I’m not sure when my attitude to the England team went from nervous enthusiasm, to casual indifference, to total cynicism. I remember jumping round a Leeds pub during the 2004 Euros, when Sol Campbell’s perfectly good goal was ruled out, and cramming enthusiastically into The Branch in Shipley for the World Cup quarter final two years later.
But by 2007, all this had changed. I felt nothing as England fell to Croatia in a Euro 2008 qualifier at Wembley, on a night when Steve McLaren’s umbrella was a gift to gleeful headline writers. The England squad that day included Lampard, Gerrard, Cole and Defoe. These were some of the over-hyped players who had been in our faces throughout the Premier League season, giving full commitment to their clubs before slumbering through England games.
There are other reasons for my reluctance to back Our Boys; chief among them the serial poaching of players after major tournaments. Seeing your club’s former charges littering the national team is soul-destroying. You begin to question the England players’ priorities, particularly those from ‘big’ clubs, when poor, non-committal performances and early exits (South Africa was the classic example) are followed by transfer requests from their teammates. “The results were terrible boss, but I tapped up that left-back you told me about”.
Players have always moved after World Cups and European Championships – half West Ham’s squad left post – Japan/Korea 02 during Chairman Terence Brown’s shameful fire sale. But am I the only one to feel that the trend has increased in the last ten years? With the Premier League’s lucre, and with major championships viewed as bring and buy sales by agents, the departure of your best players is almost expected.
Truth be told, the England squad is now little more than a Premier League recruitment camp. Had Grant Holt been picked for the Euros he would have no doubt received the customary ‘come and play for us’ in a quiet corner of the training ground.
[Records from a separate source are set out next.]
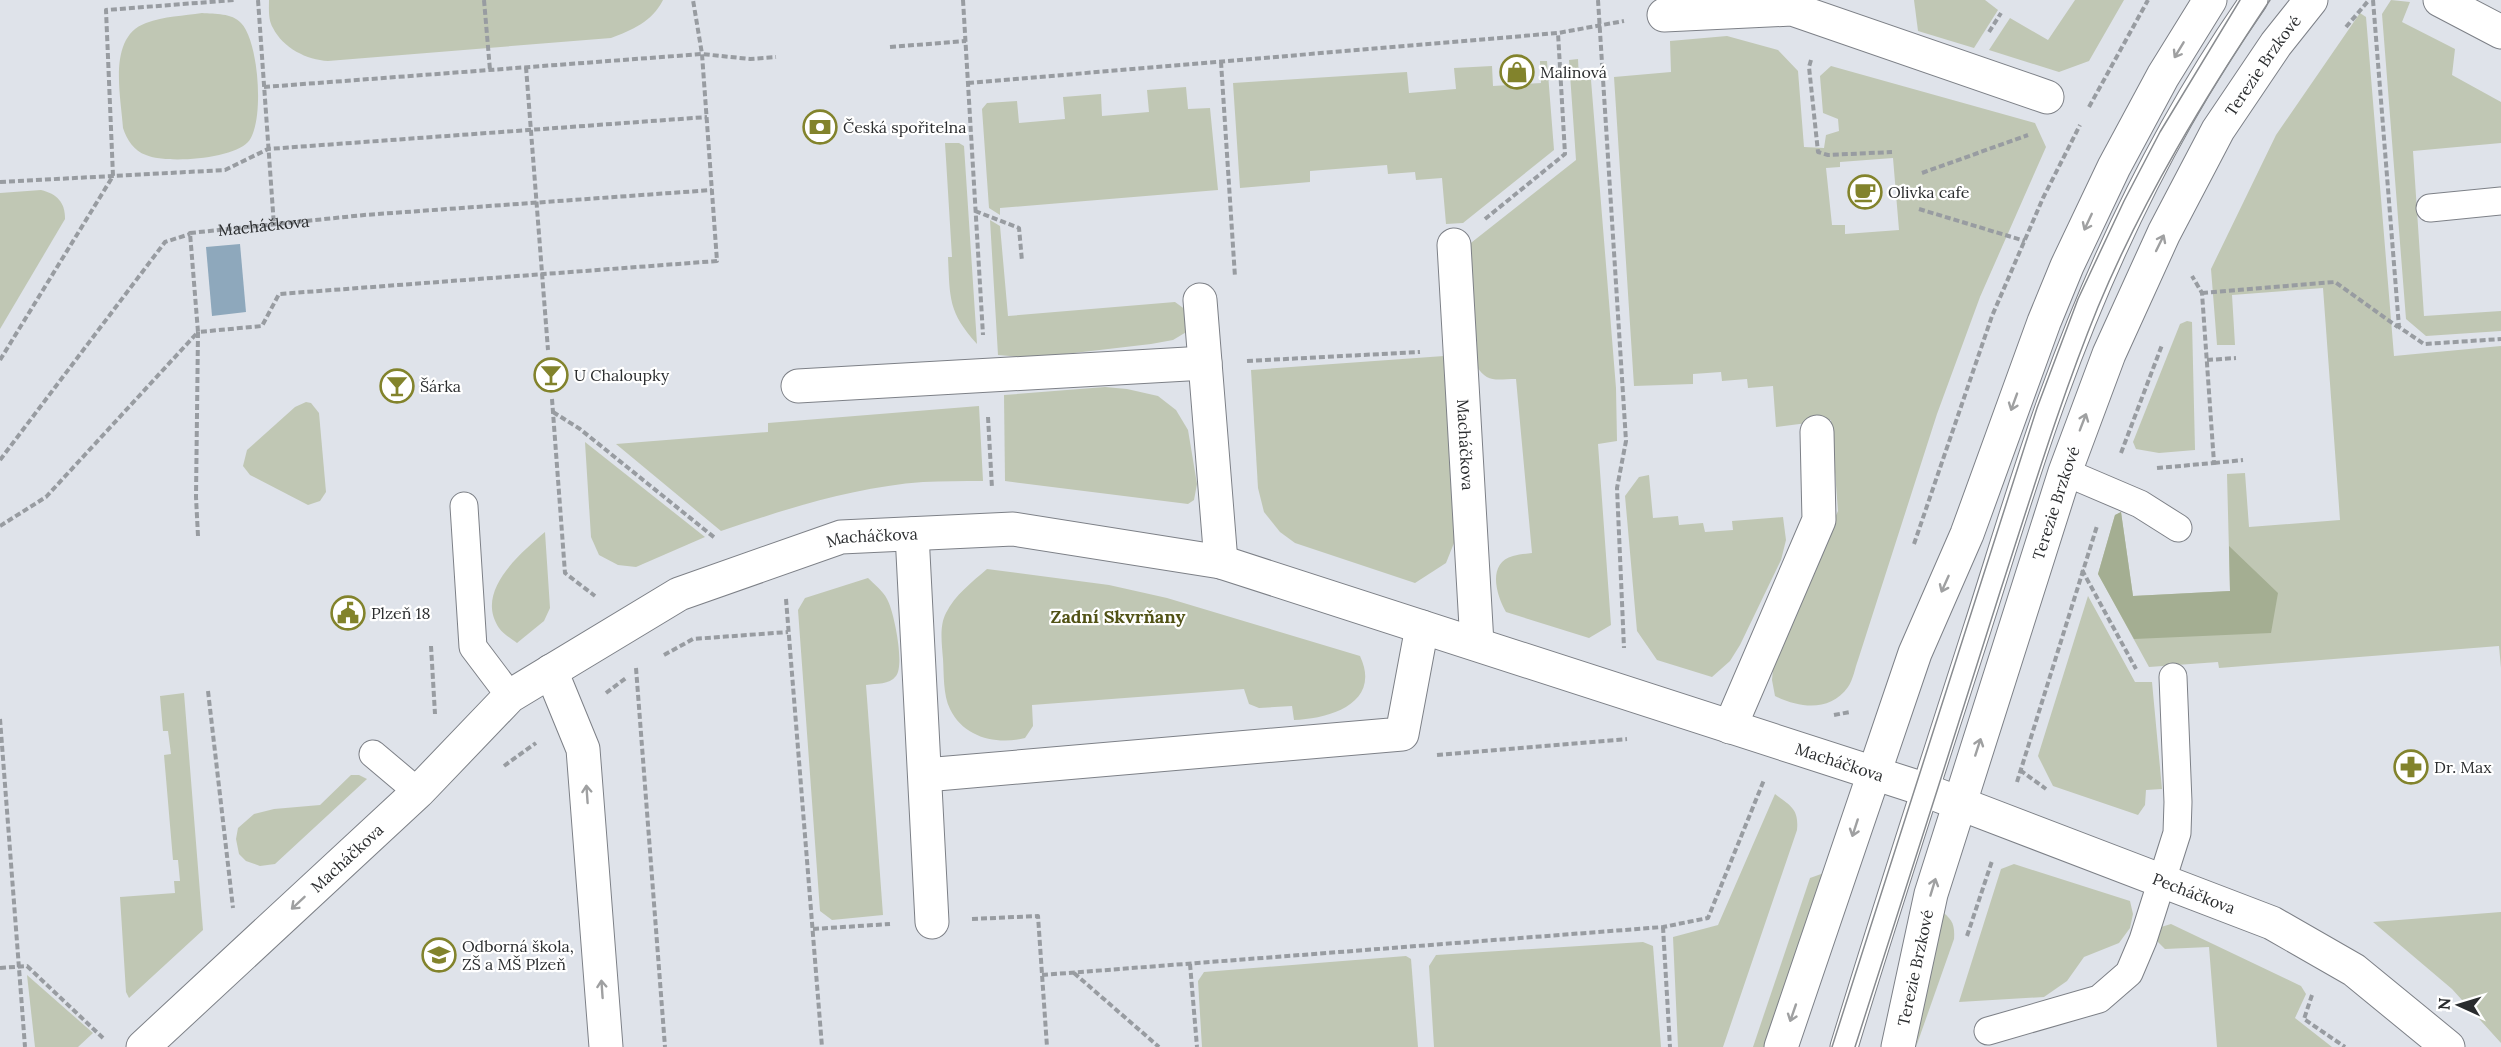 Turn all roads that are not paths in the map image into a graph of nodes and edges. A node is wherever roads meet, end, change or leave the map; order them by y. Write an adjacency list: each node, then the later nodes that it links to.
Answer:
1 (2210, 0): 27 (street, one-way to 27)
2 (2254, 0): 29 (lane)
3 (2312, 0): 15 (street, Terezie Brzkové, one-way to 3)
4 (2440, 0): 6 (street)
5 (1664, 15): 7 (street)
6 (2501, 32)
7 (2047, 97)
8 (2501, 201): 9 (lane)
9 (2430, 208)
10 (1454, 245): 21 (street, Macháčkova)
11 (1200, 300): 12 (street)
12 (1205, 363): 13 (street); 19 (street)
13 (798, 386)
14 (1817, 432): 25 (street)
15 (2065, 472): 17 (lane); 31 (street, Terezie Brzkové, one-way to 15)
16 (464, 506): 24 (lane)
17 (2178, 528)
18 (912, 534): 19 (street, Macháčkova); 22 (street, Macháčkova); 28 (street)
19 (1221, 562): 20 (street, Macháčkova)
20 (1422, 627): 21 (street, Macháčkova); 28 (street)
21 (1477, 644): 25 (street, Macháčkova)
22 (551, 671): 24 (street, Macháčkova); 36 (street, one-way to 22)
23 (2173, 677): 32 (lane)
24 (510, 696): 30 (street, Macháčkova)
25 (1730, 727): 27 (street, Macháčkova)
26 (373, 754): 30 (lane)
27 (1874, 773): 29 (street, Macháčkova); 37 (street, one-way to 37)
28 (925, 775): 33 (street)
29 (1920, 788): 31 (street, Pecháčkova); 38 (lane)
30 (418, 792): 35 (street, Macháčkova, one-way to 35)
31 (1960, 803): 32 (street, Pecháčkova); 39 (street, Terezie Brzkové, one-way to 31)
32 (2161, 879): 34 (lane); 40 (street, Pecháčkova)
33 (932, 922)
34 (1988, 1031)
35 (143, 1047)
36 (606, 1047)
37 (1781, 1047)
38 (1844, 1047)
39 (1898, 1047)
40 (2448, 1047)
Ironically, his England rejection may have kept him at Norwich a bit longer, though once he realises – if he hasn’t already – that players from ‘small’ clubs rarely get picked for England, the transfer request won’t be long in coming. How many times have you heard commentators say of an England starlet. ‘He plays for (insert your middle-ranking club here) but for how much longer?’ About as long as it takes one of his international colleagues to tap him up; totally unofficially of course.
A couple of the players also come between me and wholehearted support for England. Though a quarter final was a worthy achievement for an undervalued manager and players tagged no hopers back home, I found it difficult to support a squad containing John Terry and Ashley Cole. Terry, lest we forget, had a racism allegation pending during the Euros. Though he is innocent til proven guilty, this is something that would have seen him suspended from any other job until the hearing, and to have the dignified Hodgson call him a ‘Warrior’ was baffling. Rio Ferdinand was then excluded from the squad, and Roy Hodgson’s citing of football reasons for his omission, (rather than Anton Ferdinand’s involvement in the Terry affair), convinced nobody. Meanwhile Cole’s sundry misdemenours since joining Chelsea – of which the shooting incident is just one – stick in the throat.
As England were battling it out with Ukraine for a quarter final place. I turned down the sound and used the Smith’s ‘Louder Than Bombs’ to soundtrack the action. A strange choice perhaps, but still preferable to the ‘famine or feast’ analysis and ludicrous build-up for Rooney pre kick-off. Did I want England to win the Euros? Honestly, I wasn’t worried either way. The world won’t stop turning. And with no West Ham players in the squad (and I know we deserve what we get after Tevez etc, etc.) there’ll be no unwelcome approaches from wealthy suitors. Well, not til James Tompkins get selected.